KUALA LUMPUR • The Malaysian government is replacing the three top officers at the country's anti- graft body after being at loggerheads with Prime Minister Najib Razak over allegations of graft linked to US$700 million (S$946 million) found in the latter's private accounts.
The government's chief secretary Ali Hamsa announced yesterday that Malaysian Anti-Corruption Commission (MACC) chief Abu Kassim Mohamed will be replaced by a senior official from the Attorney-General's Chambers (AGC), which itself saw a change of leadership last July at the height of the accusations against Datuk Seri Najib.
Tan Sri Ali said the head of AGC's National Revenue Recovery Enforcement Dzulkifli Ahmad will take over the reins at MACC from Monday. Tan Sri Abu Kassim had announced his early retirement.
Instead of succeeding him, two deputy commissioners will also be leaving.
Head of enforcement Mohd Shukri Abdull is on leave from duty until his retirement in October, while MACC's head of prevention Mustafar Ali was reassigned to the Immigration Department.
A third deputy, Datuk Seri Mohd Jamidan Abdullah, was overlooked for promotion.
"Dzulkifli has basically been running the AGC since Apandi took over," a source involved with MACC said, referring to Attorney-General Mohamed Apandi Ali, who was made the government's top lawyer in July.
The changes come amid renewed pressure on PM Najib after United States investigators said in civil suits last week that US$3.5 billion was siphoned out of 1Malaysia Development Berhad (1MDB) - the troubled state fund overseen by the premier - with the involvement of his stepson Riza Aziz and businessman Low Taek Jho, a former Najib confidant.
A second government source said Datuk Mustafar had requested the transfer, having previously been internally earmarked as Mr Abu Kassim's potential successor.

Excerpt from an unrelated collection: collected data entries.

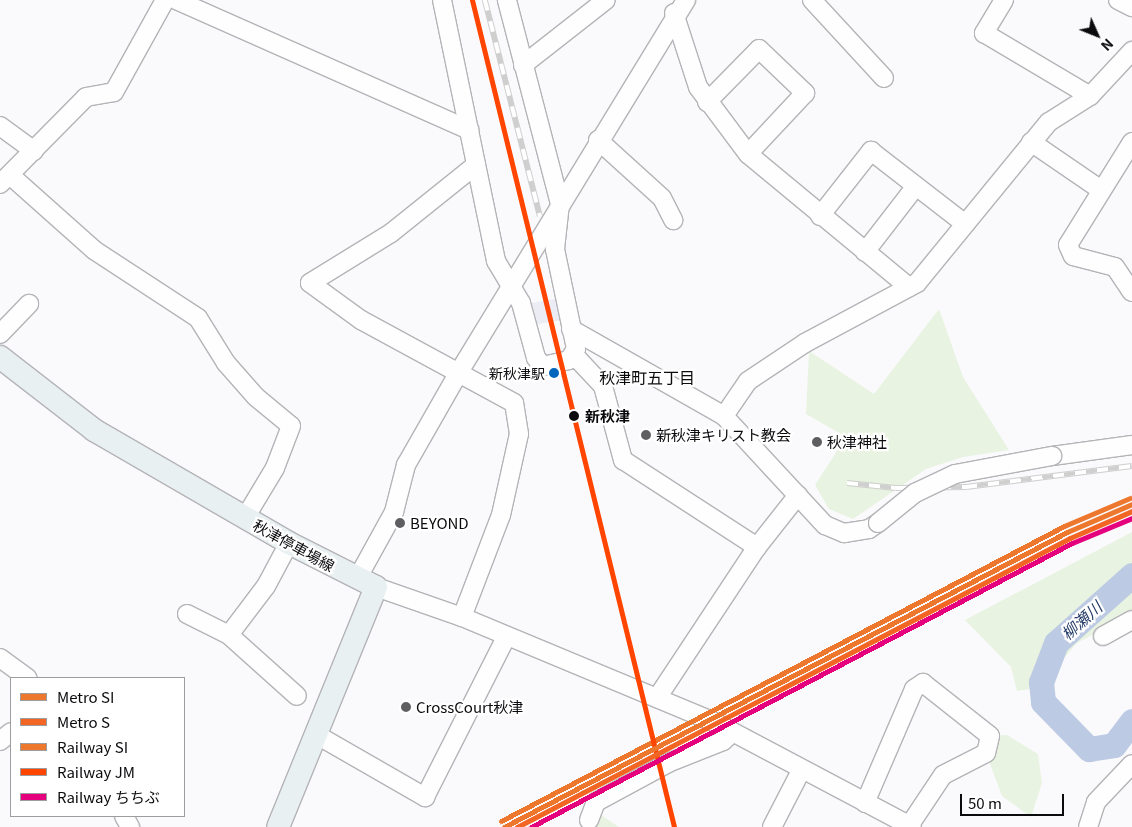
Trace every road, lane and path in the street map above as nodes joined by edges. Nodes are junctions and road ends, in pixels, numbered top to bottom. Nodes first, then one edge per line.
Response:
1 (165, 0) edge
2 (176, 0) edge
3 (442, 0) edge
4 (507, 0) edge
5 (606, 0) edge
6 (812, 0) edge
7 (1004, 0) edge
8 (1118, 0) edge
9 (680, 7) edge
10 (1132, 7) edge
11 (1132, 51) edge
12 (523, 64) junction
13 (884, 78) dead end
14 (1090, 96) junction
15 (706, 102) junction
16 (0, 126) edge
17 (469, 130) junction
18 (598, 140) junction
19 (1032, 142) junction
20 (1132, 142) edge
21 (34, 150) junction
22 (748, 154) junction
23 (476, 165) junction
24 (6, 180) edge
25 (916, 186) junction
26 (1101, 190) junction
27 (560, 204) junction
28 (820, 216) junction
29 (674, 220) dead end
30 (965, 224) junction
31 (865, 252) junction
32 (510, 286) junction
33 (909, 287) junction
34 (1132, 292) edge
35 (29, 304) dead end
36 (572, 329) junction
37 (0, 334) edge
38 (574, 355) junction
39 (0, 356) edge
40 (459, 372) junction
41 (724, 416) junction
42 (1132, 445) edge
43 (798, 495) junction
44 (245, 518) junction
45 (289, 543) junction
46 (757, 547) junction
47 (366, 583) junction
48 (187, 614) dead end
49 (462, 617) junction
50 (1132, 620) edge
51 (230, 635) junction
52 (1103, 636) dead end
53 (506, 637) junction
54 (0, 658) edge
55 (27, 677) edge
56 (297, 696) dead end
57 (652, 696) junction
58 (733, 732) junction
59 (10, 733) edge
60 (317, 735) junction
61 (0, 741) edge
62 (1132, 764) edge
63 (802, 769) junction
64 (865, 802) junction
65 (589, 820) dead end
66 (777, 822) edge
67 (910, 826) edge
68 (278, 827) edge
69 (763, 827) edge
70 (1088, 827) edge

1 - 21 street
2 - 17 street
3 - 17 street
4 - 12 street
5 - 12 street
6 - 13 street
7 - 14 street
8 - 10 street
9 - 15 street
9 - 18 street
11 - 14 street
12 - 27 street
14 - 19 street
15 - 22 street
15 - 22 street
16 - 21 street
17 - 23 street
18 - 27 street
18 - 29 street
19 - 26 street
19 - 30 street
20 - 26 street
21 - 24 street
22 - 28 street
23 - 32 street
23 - 40 street
24 - 44 street
25 - 28 street
25 - 30 street
25 - 31 street
26 - 34 street
27 - 32 street
27 - 36 street
28 - 31 street
30 - 33 street
31 - 33 street
32 - 38 street
32 - 40 street
33 - 41 street
35 - 37 street
36 - 38 street
36 - 41 street
38 - 46 street
39 - 44 main road, 秋津停車場線
40 - 47 street
40 - 49 street
41 - 43 street
42 - 43 street, bridge
43 - 46 street
44 - 45 main road, 秋津停車場線
45 - 47 main road, 秋津停車場線
45 - 51 street
46 - 57 street
47 - 49 street
47 - 60 main road
48 - 51 street
49 - 53 street
50 - 52 street
51 - 56 street
53 - 57 street
53 - 60 street
54 - 55 street
57 - 58 street
58 - 63 street
58 - 65 street
59 - 61 street
60 - 68 main road
62 - 70 street
63 - 64 street
63 - 66 street
64 - 67 street
64 - 67 street
66 - 69 street

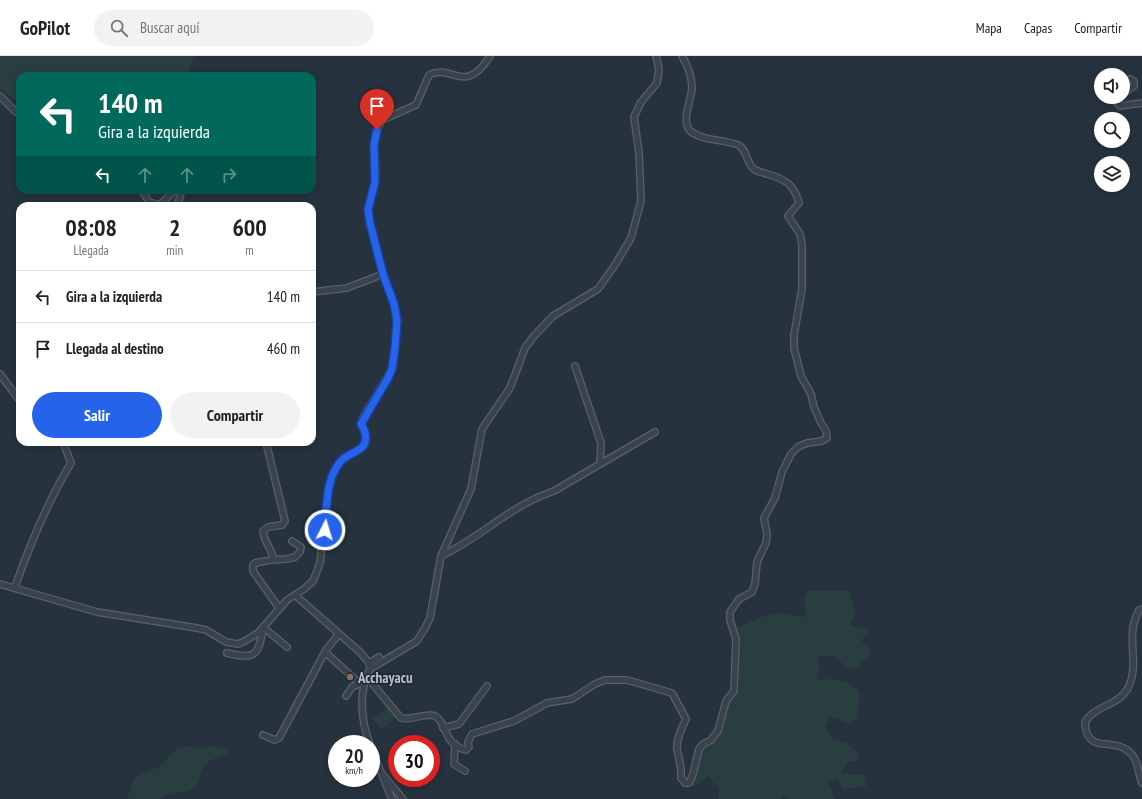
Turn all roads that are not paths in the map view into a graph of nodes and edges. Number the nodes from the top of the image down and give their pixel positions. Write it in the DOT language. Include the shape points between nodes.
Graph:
graph roads {
  1 [pos="490,56"];
  2 [pos="656,56"];
  3 [pos="682,56"];
  4 [pos="1130,79"];
  5 [pos="1130,89"];
  6 [pos="0,96"];
  7 [pos="1142,103"];
  8 [pos="1118,104"];
  9 [pos="16,112"];
  10 [pos="171,194"];
  11 [pos="163,202"];
  12 [pos="383,274"];
  13 [pos="316,292"];
  14 [pos="575,366"];
  15 [pos="0,374"];
  16 [pos="16,396"];
  17 [pos="655,432"];
  18 [pos="65,446"];
  19 [pos="267,446"];
  20 [pos="600,463"];
  21 [pos="292,541"];
  22 [pos="440,556"];
  23 [pos="271,560"];
  24 [pos="0,584"];
  25 [pos="15,587"];
  26 [pos="295,595"];
  27 [pos="279,608"];
  28 [pos="1142,609"];
  29 [pos="263,627"];
  30 [pos="339,634"];
  31 [pos="287,647"];
  32 [pos="228,653"];
  33 [pos="326,653"];
  34 [pos="379,657"];
  35 [pos="369,663"];
  36 [pos="370,669"];
  37 [pos="363,680"];
  38 [pos="488,686"];
  39 [pos="346,696"];
  40 [pos="443,728"];
  41 [pos="263,735"];
  42 [pos="366,735"];
  43 [pos="454,744"];
  44 [pos="465,771"];
  45 [pos="381,773"];
  46 [pos="1142,783"];
  47 [pos="392,799"];
  48 [pos="403,799"];
  1 -- 12 [label="street" via="484,66 472,75 457,77 441,72 429,75 416,105 382,120 377,130 374,145 375,182 368,210"];
  2 -- 22 [label="street" via="659,69 657,83 641,102 634,117 641,201 631,238 598,289 553,316 525,348 510,388 482,429 471,489"];
  3 -- 43 [label="street" via="689,69 691,82 686,120 690,131 740,146 752,167 759,172 785,180 796,193 799,203 788,216 800,234 802,245 802,289 794,348 801,376 811,394 827,438 806,443 791,454 775,498 764,518 766,543 757,562 755,584 752,592 739,599 730,612 736,639 734,691 726,701 718,731 711,740 699,748 689,783 685,783 681,778 682,769 677,748 686,718 672,693 627,680 605,680 572,699 547,703 514,721 472,734 466,750"];
  4 -- 5 [label="street" via="1134,81 1134,86"];
  6 -- 9 [label="street"];
  7 -- 8 [label="street" via="1120,106"];
  10 -- 11 [label="street"];
  12 -- 13 [label="street" via="348,288"];
  12 -- 26 [label="street" via="397,321 392,369 362,419 365,438 362,448 336,467 328,488 320,563 313,581"];
  14 -- 20 [label="street" via="601,443"];
  15 -- 16 [label="street"];
  17 -- 20 [label="street"];
  18 -- 25 [label="street" via="71,463 31,542"];
  19 -- 23 [label="street" via="285,521 282,525 268,527 263,531 273,557"];
  20 -- 22 [label="street" via="554,491 537,497 454,550"];
  21 -- 23 [label="street" via="301,546 295,557"];
  22 -- 36 [label="street" via="430,618 417,641"];
  23 -- 27 [label="street" via="255,563 253,571"];
  24 -- 25 [label="street"];
  25 -- 29 [label="street" via="97,612 206,630 226,642 238,644 252,638"];
  26 -- 27 [label="street"];
  26 -- 30 [label="street"];
  27 -- 29 [label="street"];
  28 -- 46 [label="street" via="1138,610 1134,619 1131,634 1134,666 1128,689 1115,702 1091,713 1085,722 1087,734 1097,743 1121,747 1132,755"];
  29 -- 31 [label="street"];
  29 -- 32 [label="street" via="258,650 254,655 245,657"];
  30 -- 35 [label="street"];
  30 -- 41 [label="street" via="326,650 279,738 275,740"];
  33 -- 37 [label="street"];
  34 -- 35 [label="street"];
  35 -- 36 [label="street"];
  36 -- 37 [label="street"];
  37 -- 39 [label="street" via="352,687"];
  37 -- 40 [label="street" via="401,718 408,720 428,714 439,718"];
  37 -- 42 [label="street"];
  38 -- 40 [label="street" via="459,724"];
  40 -- 43 [label="street"];
  43 -- 44 [label="street" via="454,764"];
  45 -- 47 [label="street"];
  45 -- 48 [label="street"];
}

"This is bad for the image of MACC," the second source said, referring to the perceived clearing out of the leadership that investigated PM Najib and 1MDB.
Mr Najib's appointments of top personnel in various institutions have been under intense scrutiny since July 2015 reports of cash found in the premier's personal accounts being deposited via 1MDB-linked companies.
In January, Mr Apandi cleared Mr Najib of any wrongdoing, saying the bulk of the money was a political donation from the Saudi royal family.
But the MACC persisted in its probe by resubmitting investigation papers concerning RM42 million (S$14 million) that was also found in Mr Najib's bank accounts.